Can your documentaries keep us on the edge of our seats like scripted movies do?
It’s the holy grail now that the on-demand streaming networks know exactly who watches every film, for how long, and when that viewer switches off or takes a ‘comfort break’. We’ve learned that viewers will pay good money to watch high quality factual films, they’ll even go to their cinemas for them. Doc series should appeal to binge watchers - as soon as one episode is over the next one must be irresistible.
Documentary is the new entertainment. This is the biggest boom-time for docs that I have seen across 30 years in the business. It leaves producers with the blunt question - how do you ensure this film plays like a scripted drama while keeping the authenticity of an editorially solid documentary?
Every documentary director and showrunner worth their salt aims to create a compelling narrative arc that makes sense to the viewer of an unscripted story. They know their Joseph Campbell hero’s journey, and I bet that most have read around Robert McKee’s Story Seminars.

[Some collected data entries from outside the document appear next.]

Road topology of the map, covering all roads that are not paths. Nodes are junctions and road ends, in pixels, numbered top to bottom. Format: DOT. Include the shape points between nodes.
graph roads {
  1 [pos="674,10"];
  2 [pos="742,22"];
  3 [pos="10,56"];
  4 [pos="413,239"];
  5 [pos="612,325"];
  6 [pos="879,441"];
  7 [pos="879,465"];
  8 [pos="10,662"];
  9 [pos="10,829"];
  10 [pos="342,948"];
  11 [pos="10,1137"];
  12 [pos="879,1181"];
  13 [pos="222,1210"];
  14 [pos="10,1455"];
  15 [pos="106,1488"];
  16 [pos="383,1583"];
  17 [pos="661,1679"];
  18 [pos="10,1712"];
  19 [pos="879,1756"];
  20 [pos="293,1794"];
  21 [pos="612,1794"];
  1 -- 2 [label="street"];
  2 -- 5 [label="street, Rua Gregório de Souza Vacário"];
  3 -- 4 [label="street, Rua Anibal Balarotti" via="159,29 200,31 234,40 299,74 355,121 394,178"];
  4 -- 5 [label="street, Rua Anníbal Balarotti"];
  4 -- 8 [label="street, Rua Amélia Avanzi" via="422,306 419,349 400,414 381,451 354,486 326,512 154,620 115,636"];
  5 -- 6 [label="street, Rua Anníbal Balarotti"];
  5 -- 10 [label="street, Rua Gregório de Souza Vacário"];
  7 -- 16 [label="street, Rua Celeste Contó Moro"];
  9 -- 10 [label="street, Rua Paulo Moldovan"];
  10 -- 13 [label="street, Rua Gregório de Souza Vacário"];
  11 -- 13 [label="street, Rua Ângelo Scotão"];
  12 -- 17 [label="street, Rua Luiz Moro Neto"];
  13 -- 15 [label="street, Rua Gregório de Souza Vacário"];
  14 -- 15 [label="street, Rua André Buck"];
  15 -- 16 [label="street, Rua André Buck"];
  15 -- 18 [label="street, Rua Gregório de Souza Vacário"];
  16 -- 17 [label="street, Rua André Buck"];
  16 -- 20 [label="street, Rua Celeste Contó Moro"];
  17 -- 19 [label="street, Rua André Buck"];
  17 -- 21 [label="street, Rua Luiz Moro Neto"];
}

A small growing band are successful both as documentary makers and drama directors in tandem. Werner Herzog is an obvious example, Kevin Macdonald and Paul Greengrass in the UK. Within the agency I run, Paul Wilmshurst was an Emmy-winning docs director long before he started directing Jamestown, Strike Back and Doctor Who. Now he takes that scripted experience back to documentary.
Or bring in a brilliant Story Editor and transform your production in post. It’s a relatively new senior editorial role for many production companies. James Kent (American Crime II, The White Queen, Testament of Youth) made award-winning docs in the UK for 20 years, before his drama directing took him to Hollywood. Now he makes movies, and consults as story editor on other people’s docs. Another, Nigel Levy, not only steers major Netflix doc series in post production but teaches other people how it works. Kate Hampel may be one of the best story editors in the business, working away quietly to sprinkle narrative magic on a potentially lacklustre production.
Ensure your doc is as compelling as Game of Thrones and this boom-time will be yours.